== Segment start ==
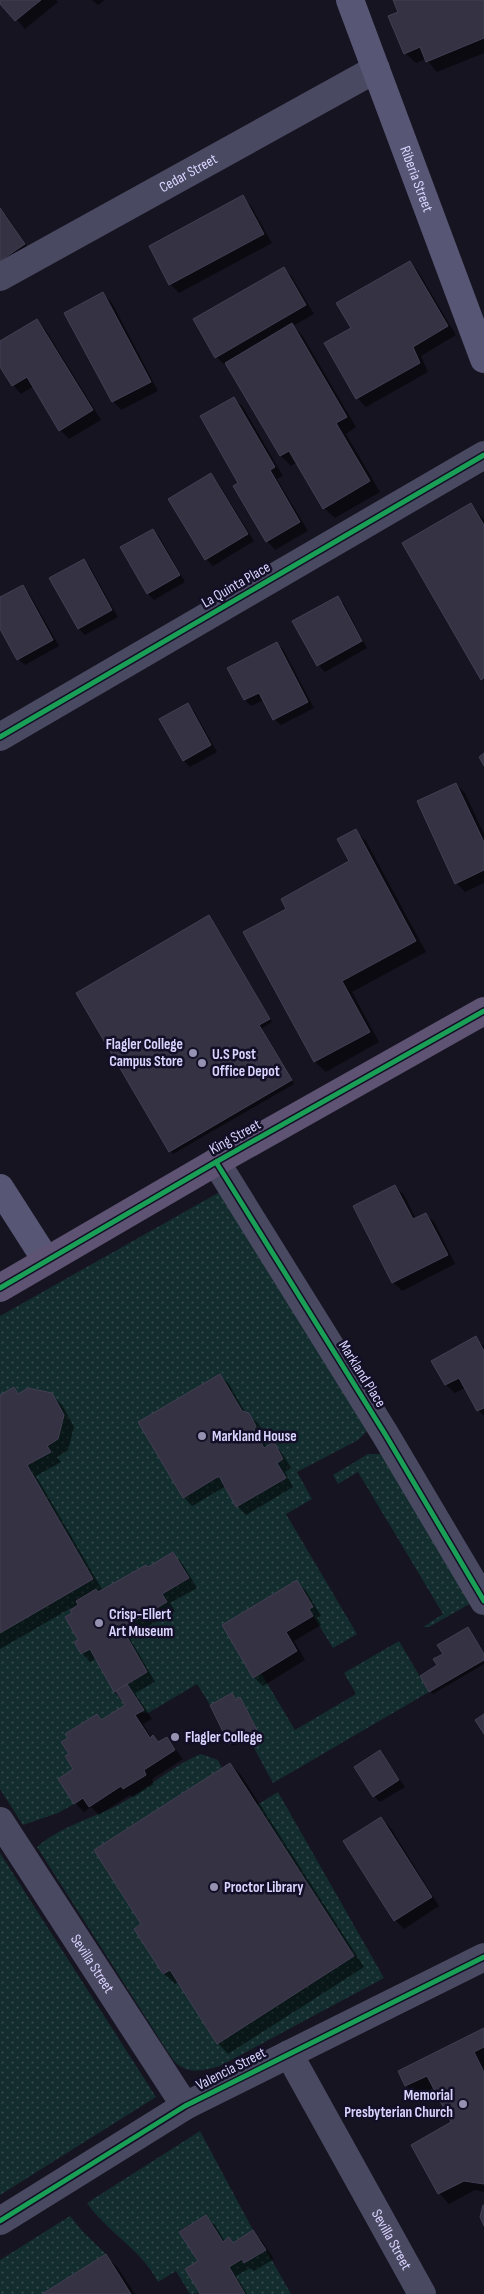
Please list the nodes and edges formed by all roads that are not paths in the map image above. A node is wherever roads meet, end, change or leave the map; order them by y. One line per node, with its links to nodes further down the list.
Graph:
1 (350, 0): 2 (street, Riberia Street)
2 (376, 69): 3 (street, Cedar Street); 4 (street, Riberia Street)
3 (0, 277)
4 (484, 359)
5 (484, 455): 6 (street, La Quinta Place)
6 (0, 737)
7 (484, 1012): 8 (main road, King Street)
8 (216, 1162): 10 (main road, King Street); 12 (street, Markland Place)
9 (0, 1188): 10 (street)
10 (46, 1260): 11 (main road, King Street)
11 (0, 1288)
12 (484, 1601)
13 (0, 1821): 16 (street, Sevilla Street)
14 (484, 1957): 15 (street, Valencia Street)
15 (289, 2054): 16 (street, Valencia Street); 18 (street, Sevilla Street)
16 (185, 2106): 17 (street, Valencia Street)
17 (0, 2221)
18 (422, 2294)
== Segment end ==
__ACTIVITY__. Copy out every line above, word for word, minus images.

__TASK RESPONSE__.
Please list the nodes and edges formed by all roads that are not paths in the map image above. A node is wherever roads meet, end, change or leave the map; order them by y. One line per node, with its links to nodes further down the list.
Graph:
1 (350, 0): 2 (street, Riberia Street)
2 (376, 69): 3 (street, Cedar Street); 4 (street, Riberia Street)
3 (0, 277)
4 (484, 359)
5 (484, 455): 6 (street, La Quinta Place)
6 (0, 737)
7 (484, 1012): 8 (main road, King Street)
8 (216, 1162): 10 (main road, King Street); 12 (street, Markland Place)
9 (0, 1188): 10 (street)
10 (46, 1260): 11 (main road, King Street)
11 (0, 1288)
12 (484, 1601)
13 (0, 1821): 16 (street, Sevilla Street)
14 (484, 1957): 15 (street, Valencia Street)
15 (289, 2054): 16 (street, Valencia Street); 18 (street, Sevilla Street)
16 (185, 2106): 17 (street, Valencia Street)
17 (0, 2221)
18 (422, 2294)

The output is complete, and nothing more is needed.